● **Collected data**:
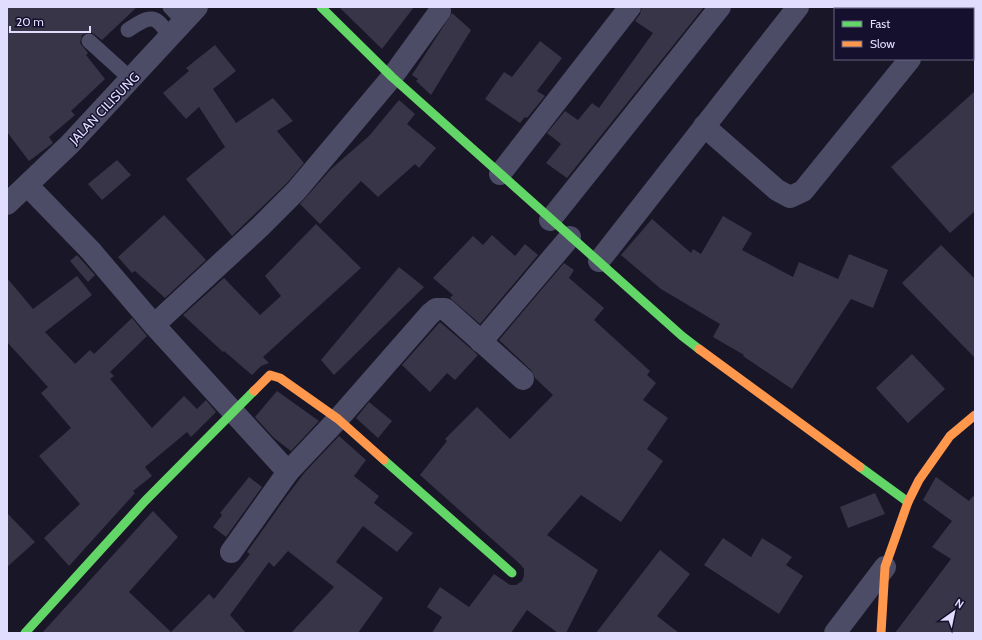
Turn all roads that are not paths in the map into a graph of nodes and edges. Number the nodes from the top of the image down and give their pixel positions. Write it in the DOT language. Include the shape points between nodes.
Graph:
graph roads {
  1 [pos="321,7"];
  2 [pos="630,7"];
  3 [pos="720,7"];
  4 [pos="798,7"];
  5 [pos="440,11"];
  6 [pos="180,18"];
  7 [pos="128,30"];
  8 [pos="89,41"];
  9 [pos="909,60"];
  10 [pos="392,77"];
  11 [pos="132,80"];
  12 [pos="704,126"];
  13 [pos="500,174"];
  14 [pos="28,186"];
  15 [pos="7,204"];
  16 [pos="550,220"];
  17 [pos="570,237"];
  18 [pos="599,261"];
  19 [pos="154,325"];
  20 [pos="481,342"];
  21 [pos="523,379"];
  22 [pos="234,411"];
  23 [pos="975,415"];
  24 [pos="338,419"];
  25 [pos="288,472"];
  26 [pos="908,502"];
  27 [pos="231,552"];
  28 [pos="885,567"];
  29 [pos="512,573"];
  30 [pos="25,633"];
  31 [pos="835,633"];
  32 [pos="881,633"];
  1 -- 10 [label="street"];
  2 -- 13 [label="street"];
  3 -- 16 [label="street"];
  4 -- 12 [label="street"];
  5 -- 10 [label="street"];
  6 -- 7 [label="lane" via="162,23 151,18"];
  6 -- 11 [label="street, JALAN CILISUNG"];
  8 -- 11 [label="lane"];
  9 -- 12 [label="street" via="803,191 790,197 778,190"];
  10 -- 13 [label="street"];
  10 -- 19 [label="street" via="296,191"];
  11 -- 14 [label="street, JALAN CILISUNG"];
  12 -- 18 [label="street"];
  13 -- 16 [label="street"];
  14 -- 15 [label="street, JALAN CILISUNG"];
  14 -- 19 [label="street" via="91,252"];
  16 -- 17 [label="street"];
  17 -- 18 [label="street"];
  17 -- 20 [label="street"];
  18 -- 26 [label="street" via="682,336"];
  19 -- 22 [label="street"];
  20 -- 21 [label="street"];
  20 -- 24 [label="street" via="445,309 436,309"];
  22 -- 24 [label="street" via="270,375 280,378"];
  22 -- 25 [label="street"];
  22 -- 30 [label="street" via="145,501"];
  23 -- 26 [label="street" via="950,436 919,480"];
  24 -- 25 [label="street"];
  24 -- 29 [label="street"];
  25 -- 27 [label="street"];
  26 -- 28 [label="street"];
  28 -- 31 [label="street"];
  28 -- 32 [label="street"];
}
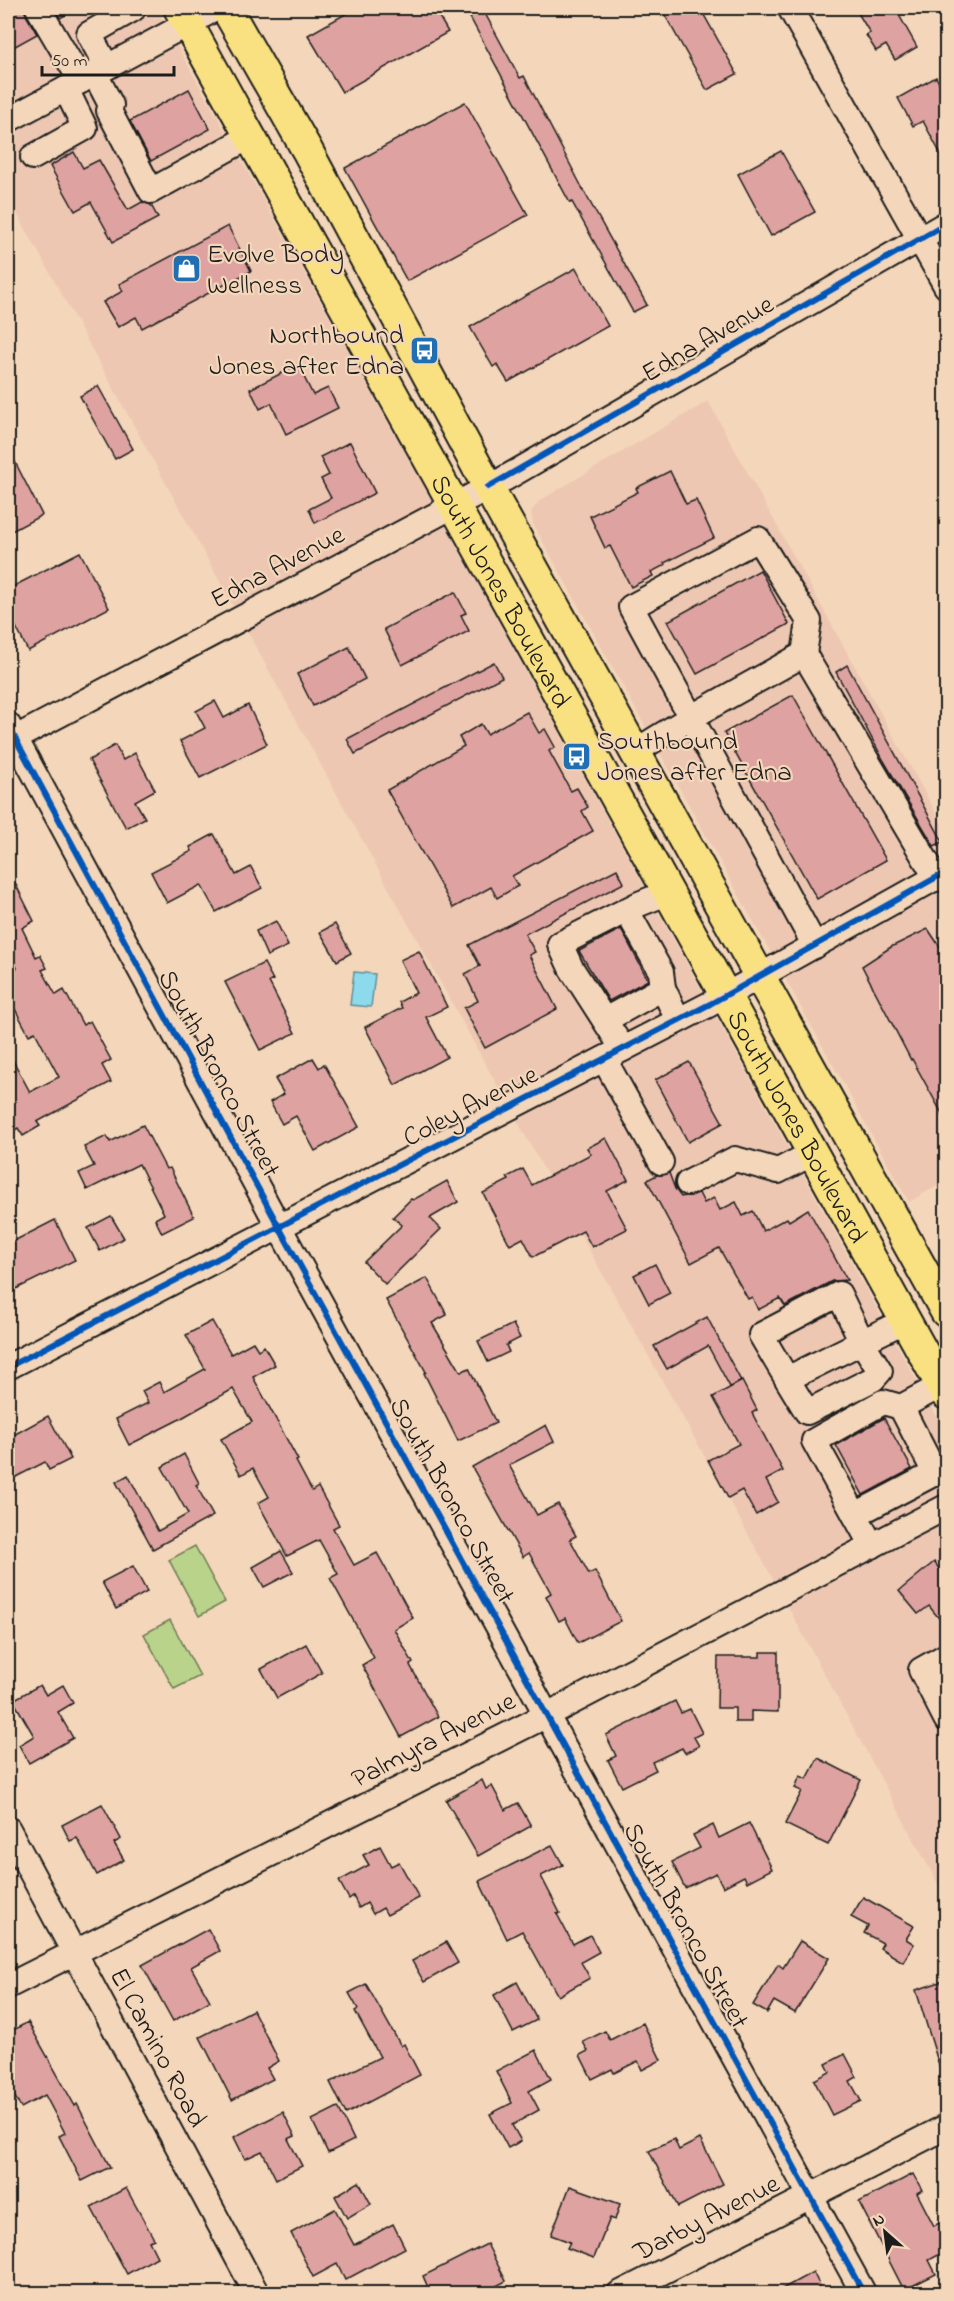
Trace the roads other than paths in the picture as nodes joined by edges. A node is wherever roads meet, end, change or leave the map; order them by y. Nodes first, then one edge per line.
1 (38, 8) edge
2 (132, 8) edge
3 (217, 8) edge
4 (226, 8) edge
5 (790, 8) edge
6 (183, 15) edge
7 (87, 78) junction
8 (8, 120) edge
9 (251, 136) junction
10 (33, 157) dead end
11 (946, 224) edge
12 (921, 239) junction
13 (946, 286) edge
14 (488, 487) junction
15 (455, 505) junction
16 (804, 654) junction
17 (691, 719) junction
18 (10, 735) edge
19 (635, 752) junction
20 (942, 875) edge
21 (669, 892) junction
22 (627, 910) junction
23 (815, 946) junction
24 (760, 977) junction
25 (663, 988) junction
26 (726, 995) junction
27 (605, 1020) junction
28 (678, 1020) junction
29 (613, 1054) junction
30 (813, 1153) junction
31 (661, 1161) dead end
32 (688, 1183) dead end
33 (279, 1227) junction
34 (946, 1312) edge
35 (906, 1320) junction
36 (862, 1342) junction
37 (8, 1367) edge
38 (787, 1379) junction
39 (944, 1389) edge
40 (901, 1407) junction
41 (946, 1507) edge
42 (855, 1515) junction
43 (872, 1546) junction
44 (946, 1656) edge
45 (547, 1715) junction
46 (946, 1719) edge
47 (8, 1829) edge
48 (74, 1952) junction
49 (8, 1986) edge
50 (946, 2127) edge
51 (812, 2197) junction
52 (257, 2294) edge
53 (619, 2294) edge
54 (864, 2294) edge

1 - 7 street
2 - 7 street
3 - 6 street
4 - 14 main road, South Jones Boulevard
5 - 12 street
6 - 7 street
6 - 9 main road, South Jones Boulevard
7 - 8 street
7 - 9 street
7 - 10 street
9 - 15 main road, South Jones Boulevard
11 - 12 street, Edna Avenue
12 - 13 street
12 - 14 street, Edna Avenue
14 - 15 street, Edna Avenue
14 - 19 main road, South Jones Boulevard
15 - 18 street, Edna Avenue
15 - 21 main road, South Jones Boulevard
16 - 17 street
16 - 17 street
16 - 20 street
17 - 19 street
17 - 23 street
18 - 33 street, South Bronco Street
19 - 24 main road, South Jones Boulevard
20 - 23 street, Coley Avenue
21 - 22 street
21 - 26 main road, South Jones Boulevard
22 - 25 street
22 - 27 street
23 - 24 street, Coley Avenue
24 - 26 street, Coley Avenue
24 - 34 main road, South Jones Boulevard
25 - 27 street
25 - 28 street
26 - 28 street, Coley Avenue
26 - 30 main road, South Jones Boulevard
27 - 29 street
28 - 29 street, Coley Avenue
29 - 31 street
29 - 33 street, Coley Avenue
30 - 32 street
30 - 35 main road, South Jones Boulevard
33 - 37 street, Coley Avenue
33 - 45 street, South Bronco Street
35 - 36 street
35 - 39 main road, South Jones Boulevard
36 - 38 street
36 - 38 street
36 - 38 street
39 - 40 street
40 - 42 street
40 - 42 street
41 - 43 street, Palmyra Avenue
42 - 43 street
43 - 45 street, Palmyra Avenue
44 - 46 street
45 - 48 street, Palmyra Avenue
45 - 51 street, South Bronco Street
47 - 48 street, El Camino Road
48 - 49 street, Palmyra Avenue
48 - 52 street, El Camino Road
50 - 51 street, Darby Avenue
51 - 53 street, Darby Avenue
51 - 54 street, South Bronco Street

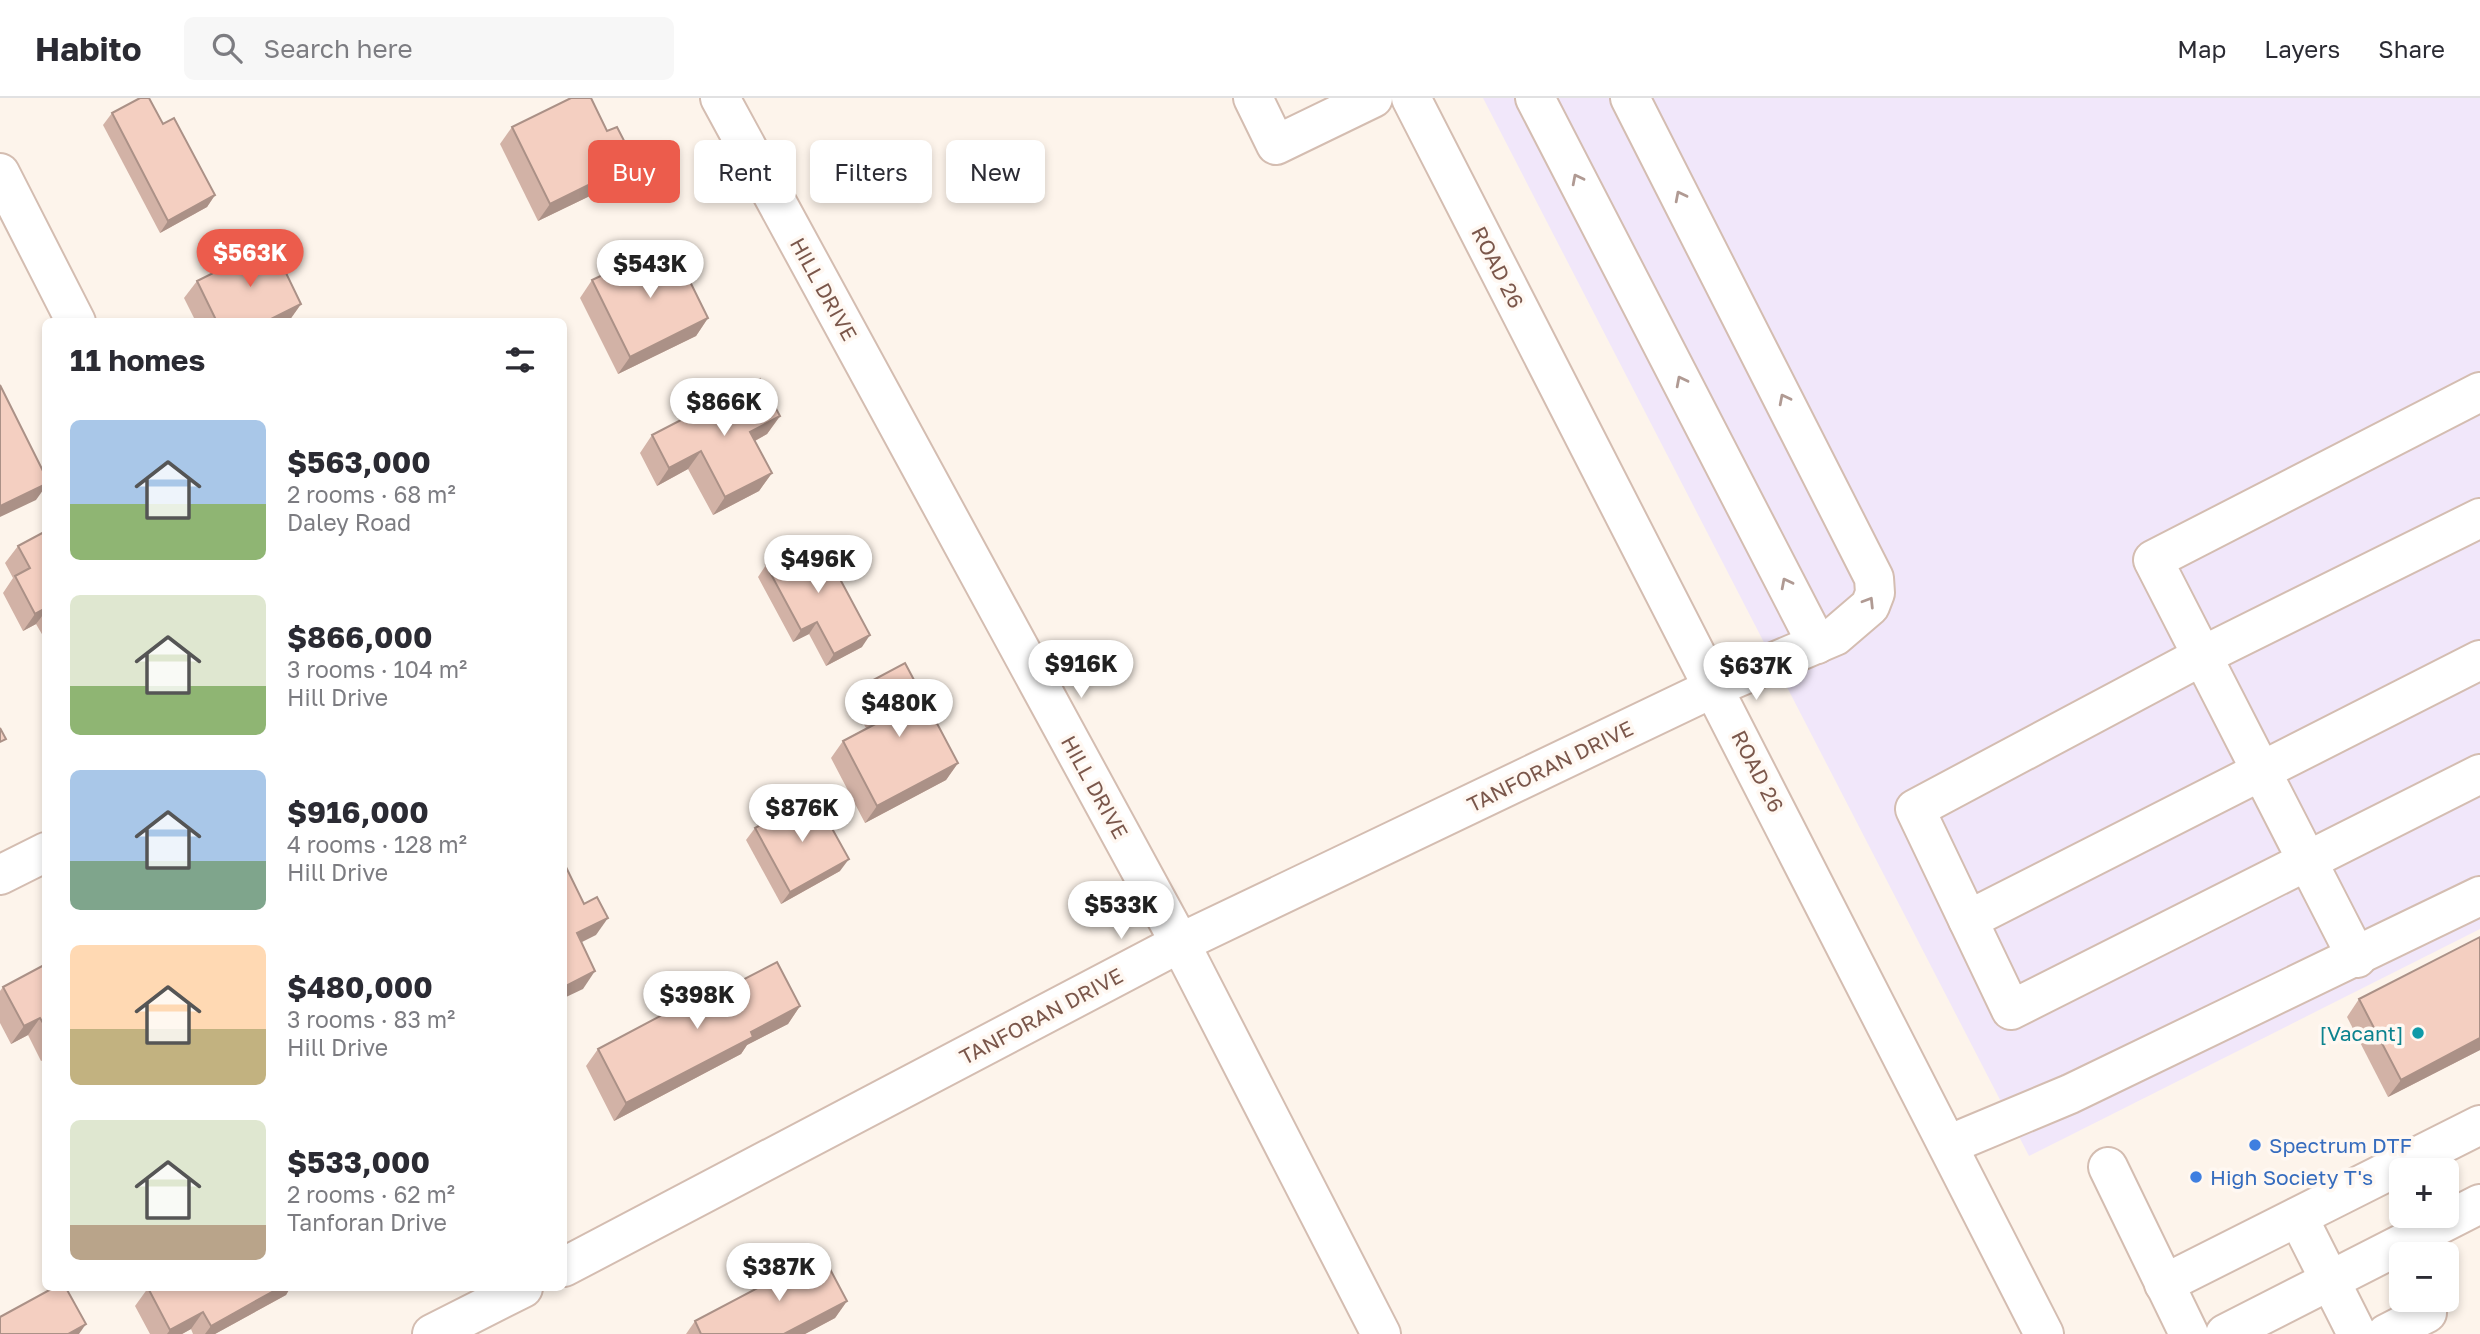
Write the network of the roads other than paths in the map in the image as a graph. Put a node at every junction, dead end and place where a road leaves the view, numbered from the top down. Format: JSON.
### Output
{"nodes":[{"id":1,"x":720,"y":98,"type":"edge"},
{"id":2,"x":1253,"y":98,"type":"edge"},
{"id":3,"x":1373,"y":98,"type":"edge"},
{"id":4,"x":1411,"y":98,"type":"edge"},
{"id":5,"x":1535,"y":98,"type":"edge"},
{"id":6,"x":1630,"y":98,"type":"edge"},
{"id":7,"x":3,"y":185,"type":"edge"},
{"id":8,"x":74,"y":318,"type":"edge"},
{"id":9,"x":2480,"y":392,"type":"edge"},
{"id":10,"x":2480,"y":518,"type":"edge"},
{"id":11,"x":1817,"y":644,"type":"junction"},
{"id":12,"x":2202,"y":656,"type":"junction"},
{"id":13,"x":2480,"y":660,"type":"edge"},
{"id":14,"x":1715,"y":687,"type":"junction"},
{"id":15,"x":2262,"y":772,"type":"junction"},
{"id":16,"x":2480,"y":774,"type":"edge"},
{"id":17,"x":42,"y":854,"type":"edge"},
{"id":18,"x":2306,"y":859,"type":"junction"},
{"id":19,"x":0,"y":876,"type":"edge"},
{"id":20,"x":2480,"y":896,"type":"edge"},
{"id":21,"x":1968,"y":920,"type":"junction"},
{"id":22,"x":1180,"y":943,"type":"junction"},
{"id":23,"x":2357,"y":957,"type":"junction"},
{"id":24,"x":2480,"y":1125,"type":"edge"},
{"id":25,"x":1948,"y":1145,"type":"junction"},
{"id":26,"x":2108,"y":1167,"type":"dead end"},
{"id":27,"x":2480,"y":1204,"type":"edge"},
{"id":28,"x":2298,"y":1217,"type":"junction"},
{"id":29,"x":567,"y":1265,"type":"edge"},
{"id":30,"x":2329,"y":1280,"type":"junction"},
{"id":31,"x":2164,"y":1284,"type":"junction"},
{"id":32,"x":517,"y":1291,"type":"edge"},
{"id":33,"x":2427,"y":1312,"type":"dead end"},
{"id":34,"x":432,"y":1334,"type":"edge"},
{"id":35,"x":1381,"y":1334,"type":"edge"},
{"id":36,"x":2044,"y":1334,"type":"edge"},
{"id":37,"x":2189,"y":1334,"type":"edge"},
{"id":38,"x":2224,"y":1334,"type":"edge"},
{"id":39,"x":2357,"y":1334,"type":"edge"},
{"id":40,"x":2386,"y":1334,"type":"edge"}],
"edges":[{"from":1,"to":22,"type":"street","name":"HILL DRIVE"},
{"from":2,"to":3,"type":"street"},
{"from":4,"to":14,"type":"street","name":"ROAD 26"},
{"from":11,"to":5,"type":"street","one_way":true},
{"from":11,"to":6,"type":"street","name":"TANFORAN DRIVE","one_way":true},
{"from":7,"to":8,"type":"street"},
{"from":9,"to":12,"type":"street"},
{"from":10,"to":12,"type":"street"},
{"from":11,"to":14,"type":"street","name":"TANFORAN DRIVE"},
{"from":12,"to":15,"type":"street"},
{"from":12,"to":21,"type":"street"},
{"from":13,"to":15,"type":"street"},
{"from":14,"to":22,"type":"street","name":"TANFORAN DRIVE"},
{"from":14,"to":25,"type":"street","name":"ROAD 26"},
{"from":15,"to":18,"type":"street"},
{"from":15,"to":21,"type":"street"},
{"from":16,"to":18,"type":"street"},
{"from":17,"to":19,"type":"street"},
{"from":18,"to":21,"type":"street"},
{"from":18,"to":23,"type":"street"},
{"from":20,"to":23,"type":"street"},
{"from":22,"to":29,"type":"street","name":"TANFORAN DRIVE"},
{"from":22,"to":35,"type":"street","name":"HILL DRIVE"},
{"from":23,"to":25,"type":"street"},
{"from":24,"to":28,"type":"street"},
{"from":25,"to":36,"type":"street","name":"ROAD 26"},
{"from":26,"to":31,"type":"street"},
{"from":27,"to":30,"type":"street"},
{"from":28,"to":30,"type":"street"},
{"from":28,"to":31,"type":"street"},
{"from":30,"to":38,"type":"street"},
{"from":30,"to":39,"type":"street"},
{"from":31,"to":37,"type":"street"},
{"from":32,"to":34,"type":"street"},
{"from":33,"to":40,"type":"street"}]}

● **INSTRUCTIONS TO FOLLOW**:
Check each line above for the string "Jones" and return those that contain it.

● **SOLUTION FOR THIS PROBLEM**:
4 - 14 main road, South Jones Boulevard
6 - 9 main road, South Jones Boulevard
9 - 15 main road, South Jones Boulevard
14 - 19 main road, South Jones Boulevard
15 - 21 main road, South Jones Boulevard
19 - 24 main road, South Jones Boulevard
21 - 26 main road, South Jones Boulevard
24 - 34 main road, South Jones Boulevard
26 - 30 main road, South Jones Boulevard
30 - 35 main road, South Jones Boulevard
35 - 39 main road, South Jones Boulevard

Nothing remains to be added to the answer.